Excessive sedentary behavior and lack of exercise are a problem area in management of diabetes due to lack of adherence which is likely to be further worsened by COVID-19 pandemic. However, we observed that most of the respondents engaged themselves in physical activity doing household chores and indoor exercise consequent upon availability of time that was reflected in a significant increase in GPAQ scores during the lockdown. All the respondents were motivated individuals having long duration of diabetes, attending diabetes clinic regularly, and were knowledgeable of lifestyle recommendations and glycemic targets. Moreover, they were regularly counselled telephonically and encouraged to limit calorie intake and sedentary behavior during lockdown. It has been observed that unstructured physical activity like performing household chores is known to help in weight management, controlling postprandial hyperglycemia, and overall improved glycemic control by reducing the total sedentary time, increasing the energy expenditure that may [13, 14]. Thus, despite a significant limitation of outdoor activities during lockdown, an increase in GPAQ scores suggests that increasing indoor activities and limiting sedentary time are also beneficial for people with diabetes in improving glycemic control.

Our results also suggest that people with significant co-morbidities of diabetes that limit outdoor activities like foot complications are also able to achieve good glycemic control.
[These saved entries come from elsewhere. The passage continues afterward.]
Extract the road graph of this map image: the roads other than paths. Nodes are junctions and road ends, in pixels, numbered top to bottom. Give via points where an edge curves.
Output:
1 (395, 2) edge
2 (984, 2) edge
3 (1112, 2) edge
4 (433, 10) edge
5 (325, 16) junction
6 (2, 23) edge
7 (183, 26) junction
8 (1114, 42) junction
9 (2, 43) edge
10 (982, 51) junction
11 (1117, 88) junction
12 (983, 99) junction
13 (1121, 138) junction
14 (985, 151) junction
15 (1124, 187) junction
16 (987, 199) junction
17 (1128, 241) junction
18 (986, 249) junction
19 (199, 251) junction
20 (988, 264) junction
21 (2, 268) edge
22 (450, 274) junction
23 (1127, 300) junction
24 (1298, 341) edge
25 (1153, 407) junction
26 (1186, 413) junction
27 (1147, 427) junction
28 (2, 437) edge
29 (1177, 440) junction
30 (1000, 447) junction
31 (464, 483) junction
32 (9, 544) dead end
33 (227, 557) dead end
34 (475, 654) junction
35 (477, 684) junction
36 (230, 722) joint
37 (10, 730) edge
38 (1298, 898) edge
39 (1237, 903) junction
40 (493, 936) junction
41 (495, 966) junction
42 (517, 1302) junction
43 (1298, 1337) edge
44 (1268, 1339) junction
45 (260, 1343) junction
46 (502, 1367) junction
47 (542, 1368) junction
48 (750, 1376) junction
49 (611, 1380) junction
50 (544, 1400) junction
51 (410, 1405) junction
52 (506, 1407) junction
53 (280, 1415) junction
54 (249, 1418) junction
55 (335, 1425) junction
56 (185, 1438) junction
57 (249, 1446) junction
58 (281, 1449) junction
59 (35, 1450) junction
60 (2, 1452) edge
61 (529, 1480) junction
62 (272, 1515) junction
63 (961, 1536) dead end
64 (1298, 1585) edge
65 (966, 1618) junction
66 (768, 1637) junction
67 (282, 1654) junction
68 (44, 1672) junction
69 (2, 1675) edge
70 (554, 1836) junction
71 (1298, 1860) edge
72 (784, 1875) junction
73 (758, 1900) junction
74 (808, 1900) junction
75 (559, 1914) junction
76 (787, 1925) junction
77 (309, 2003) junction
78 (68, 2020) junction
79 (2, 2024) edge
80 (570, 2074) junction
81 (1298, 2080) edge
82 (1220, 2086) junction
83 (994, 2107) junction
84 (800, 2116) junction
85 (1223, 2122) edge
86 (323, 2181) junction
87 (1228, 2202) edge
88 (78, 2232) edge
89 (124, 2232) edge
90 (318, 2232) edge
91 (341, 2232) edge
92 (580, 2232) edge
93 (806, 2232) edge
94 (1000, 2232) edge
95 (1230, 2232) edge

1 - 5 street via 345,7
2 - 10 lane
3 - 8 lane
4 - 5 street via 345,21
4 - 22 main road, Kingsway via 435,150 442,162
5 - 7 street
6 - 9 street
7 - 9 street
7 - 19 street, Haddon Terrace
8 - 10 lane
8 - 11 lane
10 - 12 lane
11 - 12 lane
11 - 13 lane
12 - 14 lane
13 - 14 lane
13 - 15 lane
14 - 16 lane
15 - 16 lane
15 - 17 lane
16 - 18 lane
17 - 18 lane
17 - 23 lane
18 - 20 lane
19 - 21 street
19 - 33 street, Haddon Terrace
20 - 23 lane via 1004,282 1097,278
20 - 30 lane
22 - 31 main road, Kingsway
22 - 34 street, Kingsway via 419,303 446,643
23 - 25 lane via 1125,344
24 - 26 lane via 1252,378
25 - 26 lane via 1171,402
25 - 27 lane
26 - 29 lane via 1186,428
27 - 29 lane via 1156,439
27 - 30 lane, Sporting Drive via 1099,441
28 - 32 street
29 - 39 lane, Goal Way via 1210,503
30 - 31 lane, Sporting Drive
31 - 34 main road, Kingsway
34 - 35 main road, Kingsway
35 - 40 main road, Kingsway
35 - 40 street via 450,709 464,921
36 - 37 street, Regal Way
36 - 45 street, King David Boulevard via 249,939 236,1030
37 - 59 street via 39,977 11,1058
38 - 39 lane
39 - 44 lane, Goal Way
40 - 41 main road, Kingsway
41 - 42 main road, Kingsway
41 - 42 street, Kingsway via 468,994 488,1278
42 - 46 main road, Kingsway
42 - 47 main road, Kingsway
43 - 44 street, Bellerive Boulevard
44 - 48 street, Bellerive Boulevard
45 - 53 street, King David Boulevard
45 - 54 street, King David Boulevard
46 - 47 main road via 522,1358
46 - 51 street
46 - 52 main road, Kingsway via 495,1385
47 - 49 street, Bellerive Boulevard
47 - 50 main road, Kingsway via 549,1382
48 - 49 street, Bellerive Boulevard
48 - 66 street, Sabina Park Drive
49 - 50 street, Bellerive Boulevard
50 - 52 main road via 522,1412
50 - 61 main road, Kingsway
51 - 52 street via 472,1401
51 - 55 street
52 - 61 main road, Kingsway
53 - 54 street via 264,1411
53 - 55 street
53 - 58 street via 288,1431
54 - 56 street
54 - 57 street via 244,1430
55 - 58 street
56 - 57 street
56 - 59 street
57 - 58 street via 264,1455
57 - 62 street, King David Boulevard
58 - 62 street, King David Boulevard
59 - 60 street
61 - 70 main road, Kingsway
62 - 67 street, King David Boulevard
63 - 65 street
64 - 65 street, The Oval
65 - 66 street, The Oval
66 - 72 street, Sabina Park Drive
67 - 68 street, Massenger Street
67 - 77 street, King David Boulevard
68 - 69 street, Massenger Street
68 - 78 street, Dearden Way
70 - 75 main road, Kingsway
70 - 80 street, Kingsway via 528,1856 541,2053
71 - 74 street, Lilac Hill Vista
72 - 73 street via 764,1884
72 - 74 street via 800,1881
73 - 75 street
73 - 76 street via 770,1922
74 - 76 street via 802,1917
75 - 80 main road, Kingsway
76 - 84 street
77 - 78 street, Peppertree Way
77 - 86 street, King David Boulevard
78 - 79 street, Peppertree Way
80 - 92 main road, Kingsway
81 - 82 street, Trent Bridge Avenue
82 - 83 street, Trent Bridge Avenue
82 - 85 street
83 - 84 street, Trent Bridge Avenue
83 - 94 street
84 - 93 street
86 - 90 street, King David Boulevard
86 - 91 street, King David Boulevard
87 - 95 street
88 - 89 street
Knowing that people with foot complications like neuropathic foot ulcers or Charcot neuroarthropathy and foot deformities are likely to have higher mortality as compared to individuals with diabetes without foot complications [15, 16], good glycemic control in this cohort is more desirable. The improvement in glycemic parameters associated with an increase in physical activity and weight loss was observed irrespective of gender. COVID-19 is associated with significant psychosocial impact on people with type 2 diabetes related to concerns about worsening of glycemic control. However, improvement noticed in glycemic control in the present study will help to counsel the patients for better self-care during COVID-19 pandemic [17].

This is the first large, prospective study amongst people with long-standing type 2 diabetes to assess the effect of more than 3 months duration of lockdown on glycemic control. However, certain potential biases cannot be ruled out in the present study including that all the respondents in our study were self-motivated, had long duration of diabetes (> 10 years), were under clinic follow-up for long duration, and aware of lifestyle recommendations and glycemic goals. Moreover, only the motivated patients are likely to respond with glycemic parameters that might have contributed to most patients having improved glycemic control.

During lockdown, GPAQ survey was conducted telephonically; various kinds of glucometers were used for capillary glucose that might have an inherent bias. The reliability and reproducibility of the home-based weighing scales cannot be vouched, but it helped us in understanding the trend of weight change in real life pandemic situation. The dietary change, macronutrient composition, and calorie intake were not recorded. The results of our study may not be generalized to those with shorter duration of diabetes or with limited healthcare teleconsultation access.

In conclusion, the present study assures that lockdown period may not be associated with worsening of glycemic control in people with long-standing diabetes. Limiting sedentary time and increasing indoor activities also help in achieving better glycemic control during COVID-19 lockdown. Awareness of glycemic goals, access to self-monitoring of blood glucose, and ability to cope with restrictions of lockdown by rigorously following lifestyle recommendations and engagement in some form of physical activity are beneficial.